Scan the entries for lines with the word "main" and copy those lines.

++++ SUPPLIED MATERIAL

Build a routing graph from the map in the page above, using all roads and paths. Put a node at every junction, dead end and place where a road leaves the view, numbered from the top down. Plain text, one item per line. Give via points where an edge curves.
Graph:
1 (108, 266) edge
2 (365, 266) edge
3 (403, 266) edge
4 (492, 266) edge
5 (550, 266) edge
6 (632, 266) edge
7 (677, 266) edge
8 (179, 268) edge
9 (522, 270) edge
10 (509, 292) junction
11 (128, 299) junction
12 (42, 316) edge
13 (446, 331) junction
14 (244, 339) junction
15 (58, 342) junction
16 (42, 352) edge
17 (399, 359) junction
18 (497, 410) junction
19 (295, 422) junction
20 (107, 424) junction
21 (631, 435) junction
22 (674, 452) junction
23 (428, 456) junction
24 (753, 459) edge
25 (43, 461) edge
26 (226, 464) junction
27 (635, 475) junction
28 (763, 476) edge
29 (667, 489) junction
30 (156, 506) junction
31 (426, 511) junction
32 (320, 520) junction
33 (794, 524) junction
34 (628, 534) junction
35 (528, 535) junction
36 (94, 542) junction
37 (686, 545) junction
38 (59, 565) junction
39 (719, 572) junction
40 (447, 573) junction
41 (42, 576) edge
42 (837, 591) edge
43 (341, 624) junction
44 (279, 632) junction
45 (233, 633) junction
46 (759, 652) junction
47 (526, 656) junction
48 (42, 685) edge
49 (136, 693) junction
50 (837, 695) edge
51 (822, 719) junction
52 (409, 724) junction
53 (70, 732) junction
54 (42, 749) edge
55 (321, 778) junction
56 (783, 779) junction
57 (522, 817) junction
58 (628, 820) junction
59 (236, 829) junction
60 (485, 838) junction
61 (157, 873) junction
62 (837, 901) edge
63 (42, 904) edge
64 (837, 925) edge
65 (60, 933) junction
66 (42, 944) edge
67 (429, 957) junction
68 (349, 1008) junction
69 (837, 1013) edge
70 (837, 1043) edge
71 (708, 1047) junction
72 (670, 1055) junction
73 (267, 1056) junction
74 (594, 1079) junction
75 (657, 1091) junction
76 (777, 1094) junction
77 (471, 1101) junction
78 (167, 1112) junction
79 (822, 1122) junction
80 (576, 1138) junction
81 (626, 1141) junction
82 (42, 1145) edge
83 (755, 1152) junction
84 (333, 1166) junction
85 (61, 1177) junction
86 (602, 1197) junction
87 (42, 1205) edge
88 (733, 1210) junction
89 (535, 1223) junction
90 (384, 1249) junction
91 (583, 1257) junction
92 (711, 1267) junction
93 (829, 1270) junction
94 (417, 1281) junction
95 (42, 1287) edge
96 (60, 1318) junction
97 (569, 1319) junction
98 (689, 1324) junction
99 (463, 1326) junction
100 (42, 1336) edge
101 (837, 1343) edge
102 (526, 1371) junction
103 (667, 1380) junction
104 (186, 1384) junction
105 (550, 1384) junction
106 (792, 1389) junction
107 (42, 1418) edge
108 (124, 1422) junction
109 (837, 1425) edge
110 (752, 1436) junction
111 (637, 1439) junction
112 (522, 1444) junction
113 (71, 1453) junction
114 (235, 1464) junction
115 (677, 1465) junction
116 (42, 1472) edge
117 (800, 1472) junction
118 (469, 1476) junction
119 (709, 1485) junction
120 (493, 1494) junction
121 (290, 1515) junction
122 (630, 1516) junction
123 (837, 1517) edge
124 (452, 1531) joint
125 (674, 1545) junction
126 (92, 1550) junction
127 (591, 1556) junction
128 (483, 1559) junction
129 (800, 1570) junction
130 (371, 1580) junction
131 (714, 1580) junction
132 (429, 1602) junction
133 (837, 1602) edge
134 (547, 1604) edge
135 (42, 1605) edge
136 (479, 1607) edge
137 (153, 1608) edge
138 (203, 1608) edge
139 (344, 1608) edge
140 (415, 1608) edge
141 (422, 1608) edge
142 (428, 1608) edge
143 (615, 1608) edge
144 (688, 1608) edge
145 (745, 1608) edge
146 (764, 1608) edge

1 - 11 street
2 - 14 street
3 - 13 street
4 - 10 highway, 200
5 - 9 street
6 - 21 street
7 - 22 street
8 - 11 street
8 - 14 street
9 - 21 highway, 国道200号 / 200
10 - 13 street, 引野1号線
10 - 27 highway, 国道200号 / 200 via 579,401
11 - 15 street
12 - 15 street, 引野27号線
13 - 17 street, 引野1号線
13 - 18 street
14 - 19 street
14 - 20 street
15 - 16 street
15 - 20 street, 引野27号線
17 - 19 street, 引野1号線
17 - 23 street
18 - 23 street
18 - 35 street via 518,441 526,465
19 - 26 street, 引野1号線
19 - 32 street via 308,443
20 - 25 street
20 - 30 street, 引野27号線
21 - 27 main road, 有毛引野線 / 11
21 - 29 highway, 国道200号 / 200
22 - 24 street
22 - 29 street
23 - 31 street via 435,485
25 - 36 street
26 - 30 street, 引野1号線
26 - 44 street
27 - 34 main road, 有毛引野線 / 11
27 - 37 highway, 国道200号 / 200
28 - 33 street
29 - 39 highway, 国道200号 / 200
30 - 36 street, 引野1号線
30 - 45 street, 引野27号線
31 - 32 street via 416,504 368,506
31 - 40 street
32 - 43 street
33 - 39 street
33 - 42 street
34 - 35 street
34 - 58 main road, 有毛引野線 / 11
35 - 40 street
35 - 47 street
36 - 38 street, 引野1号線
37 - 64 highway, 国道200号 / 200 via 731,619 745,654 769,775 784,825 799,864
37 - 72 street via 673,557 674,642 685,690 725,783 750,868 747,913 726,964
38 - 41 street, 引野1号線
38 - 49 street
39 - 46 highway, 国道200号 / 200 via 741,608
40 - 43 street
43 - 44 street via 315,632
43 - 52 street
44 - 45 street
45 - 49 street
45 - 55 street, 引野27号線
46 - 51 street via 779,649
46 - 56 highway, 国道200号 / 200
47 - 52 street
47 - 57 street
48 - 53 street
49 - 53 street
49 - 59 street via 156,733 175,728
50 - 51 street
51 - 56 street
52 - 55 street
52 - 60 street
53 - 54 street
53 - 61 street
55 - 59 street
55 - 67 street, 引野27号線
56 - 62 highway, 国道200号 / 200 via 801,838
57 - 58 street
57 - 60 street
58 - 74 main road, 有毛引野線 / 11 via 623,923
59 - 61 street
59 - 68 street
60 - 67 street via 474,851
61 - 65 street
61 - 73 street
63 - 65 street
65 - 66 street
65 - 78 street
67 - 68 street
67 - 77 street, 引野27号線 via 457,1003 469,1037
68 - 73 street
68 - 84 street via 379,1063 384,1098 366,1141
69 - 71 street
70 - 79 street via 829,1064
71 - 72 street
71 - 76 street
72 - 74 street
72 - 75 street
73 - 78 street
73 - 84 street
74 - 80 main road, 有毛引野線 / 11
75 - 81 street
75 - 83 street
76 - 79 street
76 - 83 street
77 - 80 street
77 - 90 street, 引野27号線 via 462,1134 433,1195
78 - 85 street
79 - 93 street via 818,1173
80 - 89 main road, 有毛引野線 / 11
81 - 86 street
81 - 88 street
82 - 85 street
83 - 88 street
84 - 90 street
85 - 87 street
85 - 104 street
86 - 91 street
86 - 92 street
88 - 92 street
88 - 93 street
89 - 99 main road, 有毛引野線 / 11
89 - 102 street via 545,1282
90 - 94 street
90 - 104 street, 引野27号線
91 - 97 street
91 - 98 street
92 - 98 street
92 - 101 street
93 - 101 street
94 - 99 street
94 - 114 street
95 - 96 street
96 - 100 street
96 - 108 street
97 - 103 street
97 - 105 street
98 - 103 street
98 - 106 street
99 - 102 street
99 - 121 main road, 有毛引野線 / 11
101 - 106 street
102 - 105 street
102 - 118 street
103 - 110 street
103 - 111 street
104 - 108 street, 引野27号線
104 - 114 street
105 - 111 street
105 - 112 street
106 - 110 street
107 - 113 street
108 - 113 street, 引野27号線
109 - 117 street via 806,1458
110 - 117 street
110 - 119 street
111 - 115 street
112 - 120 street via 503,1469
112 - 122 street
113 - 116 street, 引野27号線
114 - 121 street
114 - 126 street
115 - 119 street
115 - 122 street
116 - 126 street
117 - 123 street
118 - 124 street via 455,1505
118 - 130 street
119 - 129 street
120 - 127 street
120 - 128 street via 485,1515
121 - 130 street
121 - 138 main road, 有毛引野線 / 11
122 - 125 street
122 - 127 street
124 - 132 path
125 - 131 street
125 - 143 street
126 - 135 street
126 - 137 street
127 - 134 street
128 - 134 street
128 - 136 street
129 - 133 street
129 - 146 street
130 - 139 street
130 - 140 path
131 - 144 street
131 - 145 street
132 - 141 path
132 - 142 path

++++++++

* _EXERCISE OUTPUT_:
21 - 27 main road, 有毛引野線 / 11
27 - 34 main road, 有毛引野線 / 11
34 - 58 main road, 有毛引野線 / 11
58 - 74 main road, 有毛引野線 / 11 via 623,923
74 - 80 main road, 有毛引野線 / 11
80 - 89 main road, 有毛引野線 / 11
89 - 99 main road, 有毛引野線 / 11
99 - 121 main road, 有毛引野線 / 11
121 - 138 main road, 有毛引野線 / 11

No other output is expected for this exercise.